ACTIVITY: For each record here, output an exact copy.

LISTED RECORDS:
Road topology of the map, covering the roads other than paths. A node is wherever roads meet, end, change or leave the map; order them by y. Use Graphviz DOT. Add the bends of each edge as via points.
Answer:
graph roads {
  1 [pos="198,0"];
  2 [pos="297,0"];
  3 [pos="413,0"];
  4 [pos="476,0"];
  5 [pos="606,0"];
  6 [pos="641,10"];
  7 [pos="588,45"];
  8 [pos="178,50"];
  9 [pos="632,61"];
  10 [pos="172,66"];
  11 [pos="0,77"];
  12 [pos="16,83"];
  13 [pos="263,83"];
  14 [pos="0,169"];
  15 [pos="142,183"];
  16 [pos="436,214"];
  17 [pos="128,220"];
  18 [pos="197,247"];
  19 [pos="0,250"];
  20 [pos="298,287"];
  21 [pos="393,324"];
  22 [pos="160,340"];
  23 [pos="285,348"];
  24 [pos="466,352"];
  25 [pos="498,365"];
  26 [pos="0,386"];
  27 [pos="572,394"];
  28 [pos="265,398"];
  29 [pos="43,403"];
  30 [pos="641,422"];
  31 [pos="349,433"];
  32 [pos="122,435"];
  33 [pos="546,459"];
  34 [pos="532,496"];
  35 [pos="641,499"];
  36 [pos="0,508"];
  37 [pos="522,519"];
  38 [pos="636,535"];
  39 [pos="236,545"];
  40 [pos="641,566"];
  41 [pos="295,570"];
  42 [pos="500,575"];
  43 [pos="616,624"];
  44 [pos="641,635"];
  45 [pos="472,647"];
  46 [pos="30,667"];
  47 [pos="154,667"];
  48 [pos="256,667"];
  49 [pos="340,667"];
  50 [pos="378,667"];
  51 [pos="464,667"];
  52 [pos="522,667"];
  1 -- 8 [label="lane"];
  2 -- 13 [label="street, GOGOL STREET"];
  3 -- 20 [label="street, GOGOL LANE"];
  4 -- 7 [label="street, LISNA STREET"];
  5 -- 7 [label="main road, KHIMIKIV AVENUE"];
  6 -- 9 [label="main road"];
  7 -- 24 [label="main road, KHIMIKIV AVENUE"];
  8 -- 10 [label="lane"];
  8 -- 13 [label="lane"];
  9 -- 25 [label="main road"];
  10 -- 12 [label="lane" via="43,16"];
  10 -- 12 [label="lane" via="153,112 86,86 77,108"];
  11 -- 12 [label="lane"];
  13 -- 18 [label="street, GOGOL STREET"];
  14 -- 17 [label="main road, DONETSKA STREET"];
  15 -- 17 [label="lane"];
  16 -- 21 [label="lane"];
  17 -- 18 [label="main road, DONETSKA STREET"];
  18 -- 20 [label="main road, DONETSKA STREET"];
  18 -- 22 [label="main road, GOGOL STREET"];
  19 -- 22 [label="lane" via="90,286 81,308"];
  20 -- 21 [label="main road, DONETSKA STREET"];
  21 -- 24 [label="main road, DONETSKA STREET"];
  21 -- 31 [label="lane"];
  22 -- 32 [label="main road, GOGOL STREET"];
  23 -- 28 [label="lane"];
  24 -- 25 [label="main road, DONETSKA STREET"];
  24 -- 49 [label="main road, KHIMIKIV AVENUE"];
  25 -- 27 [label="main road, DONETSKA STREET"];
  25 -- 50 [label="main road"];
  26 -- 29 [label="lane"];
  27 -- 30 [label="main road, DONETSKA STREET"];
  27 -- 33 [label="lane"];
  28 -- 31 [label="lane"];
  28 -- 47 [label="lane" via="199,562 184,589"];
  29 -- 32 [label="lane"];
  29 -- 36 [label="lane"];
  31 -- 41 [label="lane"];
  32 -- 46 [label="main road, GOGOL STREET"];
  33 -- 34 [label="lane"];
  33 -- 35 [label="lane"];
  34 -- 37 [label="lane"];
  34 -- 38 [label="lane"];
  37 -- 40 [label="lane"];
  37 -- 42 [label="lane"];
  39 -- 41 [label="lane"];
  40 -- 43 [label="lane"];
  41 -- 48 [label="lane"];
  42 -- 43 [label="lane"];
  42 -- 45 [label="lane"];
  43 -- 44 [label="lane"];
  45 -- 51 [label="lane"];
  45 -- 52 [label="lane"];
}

OUTPUT FOR THIS TASK:
Road topology of the map, covering the roads other than paths. A node is wherever roads meet, end, change or leave the map; order them by y. Use Graphviz DOT. Add the bends of each edge as via points.
Answer:
graph roads {
  1 [pos="198,0"];
  2 [pos="297,0"];
  3 [pos="413,0"];
  4 [pos="476,0"];
  5 [pos="606,0"];
  6 [pos="641,10"];
  7 [pos="588,45"];
  8 [pos="178,50"];
  9 [pos="632,61"];
  10 [pos="172,66"];
  11 [pos="0,77"];
  12 [pos="16,83"];
  13 [pos="263,83"];
  14 [pos="0,169"];
  15 [pos="142,183"];
  16 [pos="436,214"];
  17 [pos="128,220"];
  18 [pos="197,247"];
  19 [pos="0,250"];
  20 [pos="298,287"];
  21 [pos="393,324"];
  22 [pos="160,340"];
  23 [pos="285,348"];
  24 [pos="466,352"];
  25 [pos="498,365"];
  26 [pos="0,386"];
  27 [pos="572,394"];
  28 [pos="265,398"];
  29 [pos="43,403"];
  30 [pos="641,422"];
  31 [pos="349,433"];
  32 [pos="122,435"];
  33 [pos="546,459"];
  34 [pos="532,496"];
  35 [pos="641,499"];
  36 [pos="0,508"];
  37 [pos="522,519"];
  38 [pos="636,535"];
  39 [pos="236,545"];
  40 [pos="641,566"];
  41 [pos="295,570"];
  42 [pos="500,575"];
  43 [pos="616,624"];
  44 [pos="641,635"];
  45 [pos="472,647"];
  46 [pos="30,667"];
  47 [pos="154,667"];
  48 [pos="256,667"];
  49 [pos="340,667"];
  50 [pos="378,667"];
  51 [pos="464,667"];
  52 [pos="522,667"];
  1 -- 8 [label="lane"];
  2 -- 13 [label="street, GOGOL STREET"];
  3 -- 20 [label="street, GOGOL LANE"];
  4 -- 7 [label="street, LISNA STREET"];
  5 -- 7 [label="main road, KHIMIKIV AVENUE"];
  6 -- 9 [label="main road"];
  7 -- 24 [label="main road, KHIMIKIV AVENUE"];
  8 -- 10 [label="lane"];
  8 -- 13 [label="lane"];
  9 -- 25 [label="main road"];
  10 -- 12 [label="lane" via="43,16"];
  10 -- 12 [label="lane" via="153,112 86,86 77,108"];
  11 -- 12 [label="lane"];
  13 -- 18 [label="street, GOGOL STREET"];
  14 -- 17 [label="main road, DONETSKA STREET"];
  15 -- 17 [label="lane"];
  16 -- 21 [label="lane"];
  17 -- 18 [label="main road, DONETSKA STREET"];
  18 -- 20 [label="main road, DONETSKA STREET"];
  18 -- 22 [label="main road, GOGOL STREET"];
  19 -- 22 [label="lane" via="90,286 81,308"];
  20 -- 21 [label="main road, DONETSKA STREET"];
  21 -- 24 [label="main road, DONETSKA STREET"];
  21 -- 31 [label="lane"];
  22 -- 32 [label="main road, GOGOL STREET"];
  23 -- 28 [label="lane"];
  24 -- 25 [label="main road, DONETSKA STREET"];
  24 -- 49 [label="main road, KHIMIKIV AVENUE"];
  25 -- 27 [label="main road, DONETSKA STREET"];
  25 -- 50 [label="main road"];
  26 -- 29 [label="lane"];
  27 -- 30 [label="main road, DONETSKA STREET"];
  27 -- 33 [label="lane"];
  28 -- 31 [label="lane"];
  28 -- 47 [label="lane" via="199,562 184,589"];
  29 -- 32 [label="lane"];
  29 -- 36 [label="lane"];
  31 -- 41 [label="lane"];
  32 -- 46 [label="main road, GOGOL STREET"];
  33 -- 34 [label="lane"];
  33 -- 35 [label="lane"];
  34 -- 37 [label="lane"];
  34 -- 38 [label="lane"];
  37 -- 40 [label="lane"];
  37 -- 42 [label="lane"];
  39 -- 41 [label="lane"];
  40 -- 43 [label="lane"];
  41 -- 48 [label="lane"];
  42 -- 43 [label="lane"];
  42 -- 45 [label="lane"];
  43 -- 44 [label="lane"];
  45 -- 51 [label="lane"];
  45 -- 52 [label="lane"];
}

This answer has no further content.